Oleh: Abe Yanlua
Pierre Felix Bourdieu seorang Profesor Sosiologi pada College de France. Lahir pada tahun 1930 di provensi Bearn, Prancis Selatan, anak seorang pegawai negeri. Ia mengenyam pendidikan di kalangan kaum elet, meski dari segi tertentu ia bukanlah bagian dari lingkungan tersebut. Sepanjang kariernya ia telah menulis lebih dari dua puluh buku dan sekitar dua ratus artikel, karya tulis Bourdieu sangat beragam mencangkup pembahasan yang sangat luas dari hal Entografi, sastra dan seni, kebudayaan, pendidikan, agama, hinga bahasa, selera dan televisi, Tidak lepas dari pengamatannya. Sala satu buah tangan Bourdieu pada akhir tahun 1930 yang berjudul Les Hereters, menjadi buku acuan bagi pemberontakan mahasiswa tahun 1968, yang menjelaskan bagkrutnya pendedikan. dalam taradisi literatur sosial tak sedikit yang meletakannya sebagai teoritis produksi yang brilian,
Walaupun di anggap sebagai ahli sosiologi yang brilian dan matang. Sosiologi Bourdieu tetap bersikap hati-hati dalam mengamati kondisi sosial, dengan coba melepaskan diri dari ideologi Individualisme maupun Subjektivisme. Di saat bertindak sebagai Ilmuan sosial, ia memberikan perhatiaan pada kesosialan (socialness) kita, pada perilaku kita atau individu-individu tertentu sebagai agen kreatif dalam proses sosial, dengan meletakan kita atau individu tertentu sebagai agen. Bagi Bourdieu, para agen interaksi sosial adalah para pelaku Strategis (Strategists), sementara ruang dan waktu merupakan segi yang integral dalam strategi mereka itu. Dalam artian Bourdieu tidak memisahkan antara individu sebagai agen, dengan ruang dan waktu sebagai praktek Strategis. Hal ini lah yang di namakan Buordieu sebagai Habitus, yang meliputi disposisi terstruktur yang pada nantinya akan menjadi dasar dari penstruktur terus-menerus.

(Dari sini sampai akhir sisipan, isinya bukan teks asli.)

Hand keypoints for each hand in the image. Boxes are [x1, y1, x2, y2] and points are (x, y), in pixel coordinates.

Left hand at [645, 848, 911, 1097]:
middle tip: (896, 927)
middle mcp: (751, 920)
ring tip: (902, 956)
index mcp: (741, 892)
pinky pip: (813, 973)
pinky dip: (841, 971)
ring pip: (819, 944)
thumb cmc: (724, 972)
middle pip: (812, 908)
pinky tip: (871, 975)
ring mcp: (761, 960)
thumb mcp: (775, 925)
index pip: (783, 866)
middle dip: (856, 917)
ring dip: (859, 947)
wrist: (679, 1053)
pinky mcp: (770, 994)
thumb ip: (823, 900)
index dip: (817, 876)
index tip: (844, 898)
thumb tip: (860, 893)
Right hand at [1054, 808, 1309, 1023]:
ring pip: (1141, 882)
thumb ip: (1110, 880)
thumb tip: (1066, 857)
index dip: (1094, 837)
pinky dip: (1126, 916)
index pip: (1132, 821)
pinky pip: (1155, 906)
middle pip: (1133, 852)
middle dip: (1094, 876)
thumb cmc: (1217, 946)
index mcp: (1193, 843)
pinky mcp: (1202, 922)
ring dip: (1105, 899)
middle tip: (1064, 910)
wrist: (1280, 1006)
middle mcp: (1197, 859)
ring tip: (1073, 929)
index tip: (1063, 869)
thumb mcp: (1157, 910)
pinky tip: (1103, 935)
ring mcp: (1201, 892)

Perkakas Habitus Bourdieu merupakan sistem yang sangat dialektis, sebagai mana ia bersabda bahwa “disatu sisi habitus berperan membentuk kehidupan sosial, sedangkan di sisi lain habitus dipandang sebagai struktur yang di bentuk oleh kehidupan sosial” misalnya bagai mana seorang dosen pada sebuah Universitas mendapatkan prestesius sebagai yang paling benar dalam disiplin Ilmu tertentu, jika mengunakan Perkakas Habitus, hal itu di sebab struktur sosial masyarakat mendelegasikannya. Akibat dari hal itu, Dosen dalam proses belajar mengajar menjadikan dirinya pemegang otoritas atas kebenar, dan merekah yang berani membantah akan di ancam dengan berupa nilai eror ataupun di persulit. Padahal Henry A. Giroux pernah meneggur para Akadimikus” bahwa akademikus di kampus-kampus bukanlah sarjana yang mendudukan dirinya secara sepihak, sebagai Intelektual eksklusif. Dan masalah ini berlangsung terus menerus karena suda mendara daging dan mengkistal menjadi kebudayaan kita, berdasarkan siapa yang memegang otoritas. Sebagaimana di jelaskan Beurdieu melalui karyanya Homo Academicus pada tahun 1984, mengambarkan otoritas sebagai pemilik modal kebudayaan (Cultur Capital).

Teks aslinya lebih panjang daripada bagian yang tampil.